** Record excerpts **

*** Block opens ***

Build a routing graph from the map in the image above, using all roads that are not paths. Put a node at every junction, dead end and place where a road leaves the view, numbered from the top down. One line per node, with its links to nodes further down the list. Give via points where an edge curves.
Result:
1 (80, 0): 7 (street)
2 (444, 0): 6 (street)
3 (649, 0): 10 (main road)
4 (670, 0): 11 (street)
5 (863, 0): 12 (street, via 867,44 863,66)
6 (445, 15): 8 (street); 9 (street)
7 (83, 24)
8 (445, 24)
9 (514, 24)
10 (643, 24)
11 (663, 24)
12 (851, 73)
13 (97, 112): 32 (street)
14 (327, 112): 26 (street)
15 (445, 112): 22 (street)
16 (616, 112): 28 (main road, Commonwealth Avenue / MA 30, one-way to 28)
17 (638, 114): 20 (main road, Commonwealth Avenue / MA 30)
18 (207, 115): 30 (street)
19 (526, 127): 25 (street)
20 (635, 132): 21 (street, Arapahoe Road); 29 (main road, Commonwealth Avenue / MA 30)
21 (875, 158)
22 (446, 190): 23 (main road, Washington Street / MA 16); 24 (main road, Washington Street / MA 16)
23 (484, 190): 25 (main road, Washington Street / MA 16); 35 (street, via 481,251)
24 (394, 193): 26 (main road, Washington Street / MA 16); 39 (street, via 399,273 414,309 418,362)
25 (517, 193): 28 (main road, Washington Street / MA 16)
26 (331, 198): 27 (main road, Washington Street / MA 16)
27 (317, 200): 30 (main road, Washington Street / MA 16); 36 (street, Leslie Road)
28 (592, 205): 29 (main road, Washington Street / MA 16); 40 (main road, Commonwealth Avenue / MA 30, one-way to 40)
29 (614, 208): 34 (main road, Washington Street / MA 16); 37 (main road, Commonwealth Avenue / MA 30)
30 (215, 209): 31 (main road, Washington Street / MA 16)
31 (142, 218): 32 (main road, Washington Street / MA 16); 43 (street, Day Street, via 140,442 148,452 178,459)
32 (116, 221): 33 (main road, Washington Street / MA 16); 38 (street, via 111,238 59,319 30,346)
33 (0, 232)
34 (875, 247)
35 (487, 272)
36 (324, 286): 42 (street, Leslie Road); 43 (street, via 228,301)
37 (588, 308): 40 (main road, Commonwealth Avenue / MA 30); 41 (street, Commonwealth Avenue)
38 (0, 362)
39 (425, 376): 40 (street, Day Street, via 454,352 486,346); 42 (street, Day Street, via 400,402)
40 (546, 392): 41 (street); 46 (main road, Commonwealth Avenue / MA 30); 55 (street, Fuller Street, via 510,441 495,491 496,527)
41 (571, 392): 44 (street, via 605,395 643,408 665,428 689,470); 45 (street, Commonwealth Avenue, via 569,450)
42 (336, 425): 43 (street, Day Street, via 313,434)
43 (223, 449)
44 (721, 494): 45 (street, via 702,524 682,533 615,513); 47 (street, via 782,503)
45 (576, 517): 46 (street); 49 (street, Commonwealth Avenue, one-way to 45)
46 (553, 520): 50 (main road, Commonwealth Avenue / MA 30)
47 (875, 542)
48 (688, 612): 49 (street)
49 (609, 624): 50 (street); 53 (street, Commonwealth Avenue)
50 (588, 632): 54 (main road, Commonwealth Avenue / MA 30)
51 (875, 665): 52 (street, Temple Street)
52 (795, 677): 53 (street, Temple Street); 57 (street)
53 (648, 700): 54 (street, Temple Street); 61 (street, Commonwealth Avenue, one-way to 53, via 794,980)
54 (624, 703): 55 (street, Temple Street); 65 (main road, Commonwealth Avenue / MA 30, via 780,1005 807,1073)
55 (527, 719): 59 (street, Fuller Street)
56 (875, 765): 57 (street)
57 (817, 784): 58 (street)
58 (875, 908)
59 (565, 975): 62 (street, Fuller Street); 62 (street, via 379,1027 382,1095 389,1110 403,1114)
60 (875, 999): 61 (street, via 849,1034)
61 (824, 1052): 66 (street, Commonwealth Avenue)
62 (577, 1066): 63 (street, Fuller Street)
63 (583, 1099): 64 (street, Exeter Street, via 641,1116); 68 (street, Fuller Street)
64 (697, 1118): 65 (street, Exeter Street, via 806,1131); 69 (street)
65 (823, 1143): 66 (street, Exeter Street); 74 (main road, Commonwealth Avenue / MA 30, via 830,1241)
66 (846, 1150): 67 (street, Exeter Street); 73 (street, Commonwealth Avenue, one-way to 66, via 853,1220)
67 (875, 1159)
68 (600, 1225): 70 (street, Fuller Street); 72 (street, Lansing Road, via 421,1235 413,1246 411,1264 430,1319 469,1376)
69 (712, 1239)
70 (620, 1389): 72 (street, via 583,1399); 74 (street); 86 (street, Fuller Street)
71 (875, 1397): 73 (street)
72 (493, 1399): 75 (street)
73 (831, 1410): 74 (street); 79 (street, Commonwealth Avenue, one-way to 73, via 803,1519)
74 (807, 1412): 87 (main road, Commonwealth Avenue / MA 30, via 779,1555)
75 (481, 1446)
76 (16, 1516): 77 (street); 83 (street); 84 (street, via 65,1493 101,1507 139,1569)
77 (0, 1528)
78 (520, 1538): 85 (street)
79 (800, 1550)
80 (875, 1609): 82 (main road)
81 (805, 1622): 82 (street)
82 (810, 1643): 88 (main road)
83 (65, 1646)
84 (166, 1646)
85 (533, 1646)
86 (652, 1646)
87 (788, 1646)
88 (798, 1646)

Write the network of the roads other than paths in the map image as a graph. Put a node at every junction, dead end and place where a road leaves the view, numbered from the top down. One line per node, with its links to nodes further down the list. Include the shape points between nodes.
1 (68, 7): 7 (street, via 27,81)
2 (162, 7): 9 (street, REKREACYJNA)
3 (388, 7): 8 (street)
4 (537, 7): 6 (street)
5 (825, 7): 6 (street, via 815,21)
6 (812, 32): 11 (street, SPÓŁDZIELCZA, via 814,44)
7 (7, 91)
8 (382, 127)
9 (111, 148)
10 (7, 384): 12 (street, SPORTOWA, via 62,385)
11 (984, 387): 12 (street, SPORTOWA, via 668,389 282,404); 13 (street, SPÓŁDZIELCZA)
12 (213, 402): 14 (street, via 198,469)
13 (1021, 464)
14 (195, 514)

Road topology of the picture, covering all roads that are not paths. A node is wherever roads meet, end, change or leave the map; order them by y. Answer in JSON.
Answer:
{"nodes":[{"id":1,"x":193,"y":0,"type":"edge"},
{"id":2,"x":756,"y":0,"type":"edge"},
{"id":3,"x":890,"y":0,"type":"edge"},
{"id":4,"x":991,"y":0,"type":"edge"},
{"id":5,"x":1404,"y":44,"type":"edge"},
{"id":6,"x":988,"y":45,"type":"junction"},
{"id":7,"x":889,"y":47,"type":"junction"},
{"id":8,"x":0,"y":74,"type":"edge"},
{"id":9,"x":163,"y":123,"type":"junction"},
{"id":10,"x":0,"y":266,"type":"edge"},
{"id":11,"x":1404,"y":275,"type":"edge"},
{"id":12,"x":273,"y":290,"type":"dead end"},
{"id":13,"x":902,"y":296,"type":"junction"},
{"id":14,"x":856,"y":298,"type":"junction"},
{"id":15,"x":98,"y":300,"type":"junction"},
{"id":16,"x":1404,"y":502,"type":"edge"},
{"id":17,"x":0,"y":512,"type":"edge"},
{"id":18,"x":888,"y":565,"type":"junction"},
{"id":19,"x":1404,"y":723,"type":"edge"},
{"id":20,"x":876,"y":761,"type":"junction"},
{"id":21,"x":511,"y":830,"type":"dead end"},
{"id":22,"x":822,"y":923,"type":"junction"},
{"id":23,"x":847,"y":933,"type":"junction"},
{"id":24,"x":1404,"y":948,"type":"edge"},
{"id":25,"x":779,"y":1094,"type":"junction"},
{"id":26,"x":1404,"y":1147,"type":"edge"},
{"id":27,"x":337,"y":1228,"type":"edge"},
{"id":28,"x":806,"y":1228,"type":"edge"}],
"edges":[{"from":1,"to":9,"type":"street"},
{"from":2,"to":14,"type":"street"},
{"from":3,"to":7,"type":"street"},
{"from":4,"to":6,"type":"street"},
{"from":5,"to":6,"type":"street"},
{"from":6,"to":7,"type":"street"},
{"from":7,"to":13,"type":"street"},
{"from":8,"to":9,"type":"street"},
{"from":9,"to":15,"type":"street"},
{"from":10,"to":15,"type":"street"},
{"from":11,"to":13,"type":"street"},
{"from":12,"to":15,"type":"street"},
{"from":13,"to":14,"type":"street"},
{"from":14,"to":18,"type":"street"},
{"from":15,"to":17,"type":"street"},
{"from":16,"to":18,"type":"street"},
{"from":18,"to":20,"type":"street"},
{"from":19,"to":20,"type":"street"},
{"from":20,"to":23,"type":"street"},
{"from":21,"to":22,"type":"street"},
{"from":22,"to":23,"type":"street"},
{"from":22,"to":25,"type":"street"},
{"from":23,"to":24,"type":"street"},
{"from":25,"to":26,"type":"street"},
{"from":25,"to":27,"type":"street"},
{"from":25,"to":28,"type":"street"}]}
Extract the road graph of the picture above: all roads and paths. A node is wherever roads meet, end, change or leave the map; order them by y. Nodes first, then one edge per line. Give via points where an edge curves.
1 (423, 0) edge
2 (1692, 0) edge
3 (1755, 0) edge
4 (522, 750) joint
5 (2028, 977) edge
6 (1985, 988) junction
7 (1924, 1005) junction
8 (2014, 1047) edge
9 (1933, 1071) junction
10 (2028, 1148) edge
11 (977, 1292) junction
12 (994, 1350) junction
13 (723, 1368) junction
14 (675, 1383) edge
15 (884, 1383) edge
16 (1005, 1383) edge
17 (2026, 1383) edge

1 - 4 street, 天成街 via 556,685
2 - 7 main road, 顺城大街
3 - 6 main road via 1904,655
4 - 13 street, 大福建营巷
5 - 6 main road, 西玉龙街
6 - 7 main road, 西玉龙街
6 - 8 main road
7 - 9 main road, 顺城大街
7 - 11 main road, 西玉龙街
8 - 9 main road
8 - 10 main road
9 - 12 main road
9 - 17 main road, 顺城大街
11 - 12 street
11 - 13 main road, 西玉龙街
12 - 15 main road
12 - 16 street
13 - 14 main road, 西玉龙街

*** Block closes ***

** Exercise prompt **
Count of lines that include "dead" in the records above: write that value only.

** Response to this task **
4